Criteria
ANTERIOR CERVICAL FUSION FOR DEGENERATIVE DISEASE
Single or multilevel anterior cervical discectomy and fusion (ACDF) is considered medically necessary for treatment of symptomatic degenerative disease when ALL of the following criteria are met:
- unremitting cervical radiculopathy and/or myelopathy (i.e., neck and arm pain) resulting in disability and/or neurological deficit that are refractory to at least six weeks of standard conservative, nonoperative
management (e.g., reduced activities, exercise, analgesics, physical therapy), in the absence of progressive or severe myelopathy
- complex imaging studies (i.e., CT, MRI, X-ray) demonstrate at least ONE of the following at each impacted level being considered for the fusion:
- Herniated nucleus pulposus
- Spondylosis (i.e., presence of osteophytes)
- Visible loss of disc height compared to adjacent levels with resultant foraminal stenosis
- physical examination findings and imaging studies correlate with each level being considered for the fusion
CERVICAL FUSION FOR INSTABILITY
Single or multilevel cervical fusion is considered medically necessary for ANY of the following indications when there is an associated spinal instability:
- acute spinal fracture and/or dislocation
- neural compression after spinal fracture
- traumatic ligamentous disruption
- epidural compression, fracture or vertebral destruction from spinal tumor or cyst
- spinal tuberculosis
- spinal decompression or debridement for infection (e.g., discitis, osteomyelitis, epidural abscess)
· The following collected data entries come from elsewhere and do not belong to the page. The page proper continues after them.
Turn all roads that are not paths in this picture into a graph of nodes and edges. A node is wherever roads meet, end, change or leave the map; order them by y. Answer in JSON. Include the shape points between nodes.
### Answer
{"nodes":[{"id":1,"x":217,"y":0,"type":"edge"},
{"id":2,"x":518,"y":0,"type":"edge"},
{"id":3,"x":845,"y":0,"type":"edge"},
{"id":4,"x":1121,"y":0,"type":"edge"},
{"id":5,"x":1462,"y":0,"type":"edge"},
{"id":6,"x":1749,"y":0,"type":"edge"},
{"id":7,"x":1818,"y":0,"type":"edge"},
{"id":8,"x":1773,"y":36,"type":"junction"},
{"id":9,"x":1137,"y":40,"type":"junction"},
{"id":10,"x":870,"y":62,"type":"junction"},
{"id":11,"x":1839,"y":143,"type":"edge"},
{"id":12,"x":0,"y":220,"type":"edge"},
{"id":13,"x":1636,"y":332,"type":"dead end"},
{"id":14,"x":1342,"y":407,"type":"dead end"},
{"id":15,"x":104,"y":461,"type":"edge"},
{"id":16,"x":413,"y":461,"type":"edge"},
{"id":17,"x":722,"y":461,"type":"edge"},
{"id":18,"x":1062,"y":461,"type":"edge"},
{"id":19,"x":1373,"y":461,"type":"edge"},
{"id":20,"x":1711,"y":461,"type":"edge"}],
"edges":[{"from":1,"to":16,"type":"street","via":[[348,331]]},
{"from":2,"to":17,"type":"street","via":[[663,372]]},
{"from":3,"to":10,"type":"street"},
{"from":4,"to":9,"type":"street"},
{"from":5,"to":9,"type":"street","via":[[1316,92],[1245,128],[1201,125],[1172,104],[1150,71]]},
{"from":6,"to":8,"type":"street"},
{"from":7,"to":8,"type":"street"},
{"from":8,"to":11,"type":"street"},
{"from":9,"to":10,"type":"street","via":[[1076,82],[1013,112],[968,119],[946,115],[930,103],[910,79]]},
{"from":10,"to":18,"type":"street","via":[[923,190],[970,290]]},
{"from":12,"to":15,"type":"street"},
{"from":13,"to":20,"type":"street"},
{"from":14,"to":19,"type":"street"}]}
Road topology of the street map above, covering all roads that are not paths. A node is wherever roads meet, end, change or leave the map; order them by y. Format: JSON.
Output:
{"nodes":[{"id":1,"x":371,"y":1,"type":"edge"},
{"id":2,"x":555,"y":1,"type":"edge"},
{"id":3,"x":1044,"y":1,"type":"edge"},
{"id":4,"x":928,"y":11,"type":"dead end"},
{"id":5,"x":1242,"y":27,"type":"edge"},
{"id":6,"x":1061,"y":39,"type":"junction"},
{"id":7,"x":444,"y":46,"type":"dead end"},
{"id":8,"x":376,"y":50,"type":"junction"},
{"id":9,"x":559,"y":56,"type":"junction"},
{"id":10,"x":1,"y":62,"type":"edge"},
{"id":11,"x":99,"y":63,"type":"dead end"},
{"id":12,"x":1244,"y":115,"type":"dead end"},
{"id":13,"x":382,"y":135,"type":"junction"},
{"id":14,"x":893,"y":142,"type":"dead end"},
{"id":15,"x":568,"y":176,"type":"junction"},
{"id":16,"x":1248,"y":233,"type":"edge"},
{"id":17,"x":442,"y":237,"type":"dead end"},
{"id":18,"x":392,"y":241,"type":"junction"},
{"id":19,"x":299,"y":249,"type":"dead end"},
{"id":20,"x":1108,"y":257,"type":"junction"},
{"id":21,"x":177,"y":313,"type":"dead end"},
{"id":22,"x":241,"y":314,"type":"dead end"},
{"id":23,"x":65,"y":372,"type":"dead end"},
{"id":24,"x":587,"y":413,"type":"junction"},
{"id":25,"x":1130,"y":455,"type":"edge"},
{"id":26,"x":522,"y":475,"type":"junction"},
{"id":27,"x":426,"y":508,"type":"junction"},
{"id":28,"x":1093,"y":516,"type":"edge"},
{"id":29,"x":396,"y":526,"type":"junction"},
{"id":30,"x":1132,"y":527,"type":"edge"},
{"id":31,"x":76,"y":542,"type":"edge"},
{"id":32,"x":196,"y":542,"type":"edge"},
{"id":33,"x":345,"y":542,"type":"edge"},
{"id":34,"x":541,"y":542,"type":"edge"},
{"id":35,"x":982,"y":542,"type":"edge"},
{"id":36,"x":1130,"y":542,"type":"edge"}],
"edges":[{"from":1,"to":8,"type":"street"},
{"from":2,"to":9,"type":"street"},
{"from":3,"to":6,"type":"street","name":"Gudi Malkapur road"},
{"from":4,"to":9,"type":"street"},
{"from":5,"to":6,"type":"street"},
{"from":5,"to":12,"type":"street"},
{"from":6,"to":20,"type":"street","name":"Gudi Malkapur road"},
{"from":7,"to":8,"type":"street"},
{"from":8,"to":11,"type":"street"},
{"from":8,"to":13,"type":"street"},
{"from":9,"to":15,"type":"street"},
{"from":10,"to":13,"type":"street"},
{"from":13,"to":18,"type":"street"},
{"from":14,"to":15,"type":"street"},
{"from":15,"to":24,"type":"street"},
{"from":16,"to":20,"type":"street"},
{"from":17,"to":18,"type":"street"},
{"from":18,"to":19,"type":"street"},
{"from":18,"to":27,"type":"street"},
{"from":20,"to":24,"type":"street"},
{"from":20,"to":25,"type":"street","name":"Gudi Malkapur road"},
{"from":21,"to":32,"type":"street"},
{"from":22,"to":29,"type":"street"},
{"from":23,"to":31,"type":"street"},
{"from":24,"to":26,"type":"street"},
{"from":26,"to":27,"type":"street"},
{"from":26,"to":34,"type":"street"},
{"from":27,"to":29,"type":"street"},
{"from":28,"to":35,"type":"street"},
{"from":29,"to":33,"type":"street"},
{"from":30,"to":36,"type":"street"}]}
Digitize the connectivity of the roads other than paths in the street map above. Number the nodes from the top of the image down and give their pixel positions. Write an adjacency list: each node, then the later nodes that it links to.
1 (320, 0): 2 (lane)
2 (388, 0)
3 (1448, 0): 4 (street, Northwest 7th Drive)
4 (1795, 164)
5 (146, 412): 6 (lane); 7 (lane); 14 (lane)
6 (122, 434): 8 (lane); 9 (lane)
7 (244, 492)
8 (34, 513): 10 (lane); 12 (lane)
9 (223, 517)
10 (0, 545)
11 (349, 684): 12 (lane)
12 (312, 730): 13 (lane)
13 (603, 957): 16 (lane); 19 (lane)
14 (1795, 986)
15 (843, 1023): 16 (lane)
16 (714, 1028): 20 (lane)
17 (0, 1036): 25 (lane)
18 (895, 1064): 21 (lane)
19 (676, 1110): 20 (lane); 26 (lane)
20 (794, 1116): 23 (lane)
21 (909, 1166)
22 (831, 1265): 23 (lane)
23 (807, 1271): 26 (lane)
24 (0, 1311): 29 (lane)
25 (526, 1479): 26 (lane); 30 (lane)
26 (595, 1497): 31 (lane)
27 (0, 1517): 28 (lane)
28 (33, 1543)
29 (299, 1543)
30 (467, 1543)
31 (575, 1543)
- spinal decompression for myelopathy associated with ossification of the posterior longitudinal ligament
- spinal decompression for myelopathy associated with subluxation in rheumatoid arthritis
- cervical spinal deformity associated with neurological symptoms of myelopathy or radiculopathy (e.g., sagittal plane angulation of more than 11 degrees between adjacent segments, subluxation of >3.5 mm)
- as an adjunct to cyst excision of synovial facet cysts in the cervical spine
- posttraumatic cervical instability
- atlantoaxial instability (e.g., atlas and axis fracture, nonunion)
- treatment of cervical spine fracture/dislocation associated with acute cervical radiculopathy or
myelopathy
- multilevel spondylotic myelopathy with kyphosis, when symptoms of myelopathy are present and imaging studies correlate with symptoms and demonstrates cord compression
- cervical instability from any ONE of the following:
- Klippel-Feil syndrome
- Down’s syndrome
- Skeletal dysplasia or connective tissue disorder
CERVICAL FUSION FOR IATROGENIC INSTABILITY
Cervical fusion is considered medically necessary for intraoperative iatrogenic spinal instability of the level or levels involved resulting from ANY of the following surgical procedures:
- removal of 50% or more of the facets bilaterally
- removal of 75% or more of a single facet
- following cervical corpectomy*, as part of a stabilization procedure
*Note: Corpectomy is a procedure in which at least 50% or more of the body of the vertebrae is removed.
POSTERIOR CERVICAL FUSION FOR INSTABILITY: SPINAL STENOSIS
Posterior cervical fusion is considered medically necessary for the treatment of spinal stenosis with laminectomy when ALL of the following criteria are met:
- symptoms of myelopathy and/or radiculopathy
- failure of at least three (3) consecutive months of physician-supervised conservative medical management including exercise, nonsteroidal and/or steroidal medication (unless contraindicated), physical therapy and activity lifestyle modification in the absence of progressive or severe myelopathy
- clinically significant functional impairment (e.g., inability to perform household chores or prolonged standing, interference with essential job functions)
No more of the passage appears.